Census Monitoring Board... Counting the hard-to-count

Kenneth Blackwell, chairman of the U.S. Census Monitoring Board (CMB), met with Lauderdale County officials Wednesday to express his concern that minorities in the area may not be counted in the 2000 census.

"In Mississippi, 93 percent of your population lives in communities with under 100,000 people.  So, that means you cannot depend on a computer or formula to find Mississippians.  You have to do it at the community level," Blackwell said.

Congress established the CMB in November 1997.  The eight-member bipartisan panel monitors all aspects of the 2000 census, expected to count more than 275 million Americans.

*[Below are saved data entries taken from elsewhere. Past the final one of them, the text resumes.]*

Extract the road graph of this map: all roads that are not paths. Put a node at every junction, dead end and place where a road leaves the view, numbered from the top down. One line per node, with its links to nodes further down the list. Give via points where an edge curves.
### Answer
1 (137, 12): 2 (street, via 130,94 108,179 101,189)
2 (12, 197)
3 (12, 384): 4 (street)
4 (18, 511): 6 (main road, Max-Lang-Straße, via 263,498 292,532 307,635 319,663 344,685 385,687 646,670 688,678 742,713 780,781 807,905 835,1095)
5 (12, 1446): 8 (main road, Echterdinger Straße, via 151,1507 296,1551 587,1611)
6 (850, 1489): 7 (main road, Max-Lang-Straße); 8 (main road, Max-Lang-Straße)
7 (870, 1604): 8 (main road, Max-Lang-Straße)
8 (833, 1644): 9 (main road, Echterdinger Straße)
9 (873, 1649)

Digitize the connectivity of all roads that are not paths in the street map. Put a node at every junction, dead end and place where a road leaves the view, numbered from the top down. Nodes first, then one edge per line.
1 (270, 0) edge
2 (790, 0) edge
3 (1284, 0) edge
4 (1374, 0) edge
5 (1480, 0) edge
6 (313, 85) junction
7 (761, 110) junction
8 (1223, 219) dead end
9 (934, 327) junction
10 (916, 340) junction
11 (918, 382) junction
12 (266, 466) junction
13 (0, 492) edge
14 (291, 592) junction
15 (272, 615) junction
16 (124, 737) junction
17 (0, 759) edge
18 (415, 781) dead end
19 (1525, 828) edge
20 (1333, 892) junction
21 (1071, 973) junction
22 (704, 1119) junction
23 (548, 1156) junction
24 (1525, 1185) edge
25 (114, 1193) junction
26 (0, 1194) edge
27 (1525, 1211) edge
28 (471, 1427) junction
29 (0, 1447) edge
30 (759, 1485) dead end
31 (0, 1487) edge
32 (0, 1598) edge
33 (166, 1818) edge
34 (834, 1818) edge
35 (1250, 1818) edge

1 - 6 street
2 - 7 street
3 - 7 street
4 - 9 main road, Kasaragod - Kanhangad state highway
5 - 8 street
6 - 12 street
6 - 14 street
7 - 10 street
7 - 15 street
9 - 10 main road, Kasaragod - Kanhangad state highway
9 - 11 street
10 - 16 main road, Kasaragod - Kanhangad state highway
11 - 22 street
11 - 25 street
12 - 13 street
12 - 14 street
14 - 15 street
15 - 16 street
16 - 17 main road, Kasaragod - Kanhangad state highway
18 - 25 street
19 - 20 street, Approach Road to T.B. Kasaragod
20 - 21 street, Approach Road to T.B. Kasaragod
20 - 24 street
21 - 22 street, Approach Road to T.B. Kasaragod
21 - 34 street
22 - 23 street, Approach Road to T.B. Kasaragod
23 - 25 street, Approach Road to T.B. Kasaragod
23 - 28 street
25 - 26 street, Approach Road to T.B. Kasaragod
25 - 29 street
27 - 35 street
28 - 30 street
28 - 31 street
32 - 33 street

"The issue is serious, in part because each of the last five counts has continued the chronic undercount of minority communities, low-income neighborhoods and children," Blackwell said.

"It is contentious, in part, because the Clinton administration plans to use a statistical survey to adjust the final count of people - to add and subtract people from the census."

Blackwell said this will result in hard-to-count areas not receiving their fair share of political representation and funding for vital services.

"In 1990, we did not count about 1.8 percent of our population.  That translates into about 4.7 million -- and most of them were low-income and from rural communities.  Half were children, and under five."

The federal government will spend $5 billion on the 2000 census.

"We need to have a solution to the problem," said Jimmie Smith, president of the Lauderdale County Board of Supervisors.

Blackwell gave him one.

"You've got to get the people who live in the communities involved in getting a correct count.  You've got to recruit numerators, but those numerators have to take and understand the test that is given.  The test is very difficult, at best," he said.

"I can tell you right now, no matter how many tests you pass, if you don't come from the neighborhoods where the hard-to-count live, it will be hard to open those doors."

Mississippi stands to lose a Congressional seat if the 2000 census reports a declining population.